__What the task asks__.
Each line below containing the word "edges" needs to be shown.
--- START ---
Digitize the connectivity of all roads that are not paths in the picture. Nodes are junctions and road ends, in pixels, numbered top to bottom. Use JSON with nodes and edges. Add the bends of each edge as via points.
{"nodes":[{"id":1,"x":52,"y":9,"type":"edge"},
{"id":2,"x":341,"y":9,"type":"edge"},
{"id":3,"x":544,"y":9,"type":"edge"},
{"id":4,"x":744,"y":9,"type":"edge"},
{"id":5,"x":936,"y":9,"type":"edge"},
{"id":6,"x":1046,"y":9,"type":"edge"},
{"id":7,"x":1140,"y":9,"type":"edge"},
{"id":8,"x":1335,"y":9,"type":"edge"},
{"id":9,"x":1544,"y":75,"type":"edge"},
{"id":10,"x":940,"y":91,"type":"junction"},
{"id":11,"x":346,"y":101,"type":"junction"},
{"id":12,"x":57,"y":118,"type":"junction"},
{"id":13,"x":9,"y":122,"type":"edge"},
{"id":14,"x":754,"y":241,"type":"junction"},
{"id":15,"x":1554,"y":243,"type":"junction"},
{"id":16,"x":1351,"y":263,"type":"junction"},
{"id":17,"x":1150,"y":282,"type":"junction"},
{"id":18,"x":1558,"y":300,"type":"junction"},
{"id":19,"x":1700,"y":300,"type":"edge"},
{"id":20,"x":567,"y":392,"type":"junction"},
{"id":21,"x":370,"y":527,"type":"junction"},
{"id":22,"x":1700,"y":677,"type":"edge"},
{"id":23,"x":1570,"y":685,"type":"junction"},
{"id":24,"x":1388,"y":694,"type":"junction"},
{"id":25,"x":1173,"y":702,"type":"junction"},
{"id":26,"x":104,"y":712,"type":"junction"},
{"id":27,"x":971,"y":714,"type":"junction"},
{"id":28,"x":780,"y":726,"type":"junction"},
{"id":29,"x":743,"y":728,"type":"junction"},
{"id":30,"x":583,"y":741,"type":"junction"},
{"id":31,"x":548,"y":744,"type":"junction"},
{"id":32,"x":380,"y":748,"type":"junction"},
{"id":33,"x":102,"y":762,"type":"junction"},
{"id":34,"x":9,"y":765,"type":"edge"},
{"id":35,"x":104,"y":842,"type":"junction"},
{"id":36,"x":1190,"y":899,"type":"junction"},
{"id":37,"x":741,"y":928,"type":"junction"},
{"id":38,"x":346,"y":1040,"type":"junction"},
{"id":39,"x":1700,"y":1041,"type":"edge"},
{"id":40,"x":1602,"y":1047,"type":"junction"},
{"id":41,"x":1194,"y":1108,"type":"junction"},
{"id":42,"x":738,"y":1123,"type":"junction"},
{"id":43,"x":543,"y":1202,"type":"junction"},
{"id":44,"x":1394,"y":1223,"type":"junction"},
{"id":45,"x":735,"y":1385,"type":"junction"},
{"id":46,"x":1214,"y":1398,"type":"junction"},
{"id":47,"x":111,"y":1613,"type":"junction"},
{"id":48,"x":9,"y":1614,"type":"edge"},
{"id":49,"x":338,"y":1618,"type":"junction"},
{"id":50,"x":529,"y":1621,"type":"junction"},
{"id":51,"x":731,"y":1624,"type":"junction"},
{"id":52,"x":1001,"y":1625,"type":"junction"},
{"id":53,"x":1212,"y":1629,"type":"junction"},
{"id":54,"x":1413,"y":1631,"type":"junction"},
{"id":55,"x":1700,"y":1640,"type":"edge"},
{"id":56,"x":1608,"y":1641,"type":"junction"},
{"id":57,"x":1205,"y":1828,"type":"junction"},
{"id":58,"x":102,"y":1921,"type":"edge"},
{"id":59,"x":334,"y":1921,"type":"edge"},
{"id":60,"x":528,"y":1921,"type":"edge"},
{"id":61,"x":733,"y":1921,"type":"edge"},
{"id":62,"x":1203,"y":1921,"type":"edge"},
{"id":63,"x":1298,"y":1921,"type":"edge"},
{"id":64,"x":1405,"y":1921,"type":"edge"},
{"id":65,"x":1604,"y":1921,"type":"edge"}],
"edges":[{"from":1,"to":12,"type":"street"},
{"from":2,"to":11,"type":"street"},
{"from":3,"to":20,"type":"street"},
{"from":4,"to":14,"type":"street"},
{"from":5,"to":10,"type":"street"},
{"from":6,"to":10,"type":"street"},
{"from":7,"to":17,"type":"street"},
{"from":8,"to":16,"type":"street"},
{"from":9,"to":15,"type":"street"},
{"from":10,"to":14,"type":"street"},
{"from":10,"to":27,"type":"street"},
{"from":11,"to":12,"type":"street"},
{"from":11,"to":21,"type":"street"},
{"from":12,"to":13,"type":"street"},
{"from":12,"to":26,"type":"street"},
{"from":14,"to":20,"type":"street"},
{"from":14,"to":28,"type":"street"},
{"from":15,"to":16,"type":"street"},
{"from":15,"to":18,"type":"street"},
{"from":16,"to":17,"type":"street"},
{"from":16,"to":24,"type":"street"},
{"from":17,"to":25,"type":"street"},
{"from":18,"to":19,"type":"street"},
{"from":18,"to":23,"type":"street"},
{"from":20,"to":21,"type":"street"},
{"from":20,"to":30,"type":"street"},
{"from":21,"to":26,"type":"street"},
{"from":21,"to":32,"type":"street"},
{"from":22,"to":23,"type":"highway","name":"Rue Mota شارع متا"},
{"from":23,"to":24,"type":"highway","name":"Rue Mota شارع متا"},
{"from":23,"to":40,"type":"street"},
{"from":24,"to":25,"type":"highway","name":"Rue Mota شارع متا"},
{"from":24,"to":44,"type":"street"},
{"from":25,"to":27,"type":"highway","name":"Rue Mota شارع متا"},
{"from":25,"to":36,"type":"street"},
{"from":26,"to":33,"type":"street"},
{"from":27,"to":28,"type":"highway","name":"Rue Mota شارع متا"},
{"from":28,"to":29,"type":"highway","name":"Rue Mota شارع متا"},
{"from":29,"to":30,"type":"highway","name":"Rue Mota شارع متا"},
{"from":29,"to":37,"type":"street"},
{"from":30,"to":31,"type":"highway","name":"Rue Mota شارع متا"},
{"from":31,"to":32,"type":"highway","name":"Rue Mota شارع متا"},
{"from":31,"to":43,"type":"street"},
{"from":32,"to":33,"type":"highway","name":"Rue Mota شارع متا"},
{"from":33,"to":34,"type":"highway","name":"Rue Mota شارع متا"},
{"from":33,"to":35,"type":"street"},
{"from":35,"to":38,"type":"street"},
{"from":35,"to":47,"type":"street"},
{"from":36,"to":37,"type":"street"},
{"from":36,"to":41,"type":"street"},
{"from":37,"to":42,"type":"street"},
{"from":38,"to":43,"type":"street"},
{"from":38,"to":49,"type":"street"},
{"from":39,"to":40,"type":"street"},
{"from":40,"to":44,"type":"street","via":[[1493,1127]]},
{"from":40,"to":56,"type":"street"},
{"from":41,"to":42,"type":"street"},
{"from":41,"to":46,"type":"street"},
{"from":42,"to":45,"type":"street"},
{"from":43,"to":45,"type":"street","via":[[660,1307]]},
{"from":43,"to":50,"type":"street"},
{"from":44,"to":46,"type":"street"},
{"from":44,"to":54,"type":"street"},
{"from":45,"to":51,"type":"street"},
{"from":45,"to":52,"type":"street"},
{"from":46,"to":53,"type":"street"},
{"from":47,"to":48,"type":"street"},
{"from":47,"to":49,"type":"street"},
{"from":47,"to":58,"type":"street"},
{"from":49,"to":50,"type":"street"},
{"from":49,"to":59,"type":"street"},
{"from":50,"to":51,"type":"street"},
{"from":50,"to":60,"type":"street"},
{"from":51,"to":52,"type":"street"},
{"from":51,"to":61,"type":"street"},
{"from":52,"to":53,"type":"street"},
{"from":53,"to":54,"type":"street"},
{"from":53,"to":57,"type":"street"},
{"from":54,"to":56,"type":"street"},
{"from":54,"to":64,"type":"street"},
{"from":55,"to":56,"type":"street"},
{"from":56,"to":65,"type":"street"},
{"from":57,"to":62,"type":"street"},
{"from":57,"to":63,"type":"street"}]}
--- END ---
__Final answer__.
Digitize the connectivity of all roads that are not paths in the picture. Nodes are junctions and road ends, in pixels, numbered top to bottom. Use JSON with nodes and edges. Add the bends of each edge as via points.
"edges":[{"from":1,"to":12,"type":"street"},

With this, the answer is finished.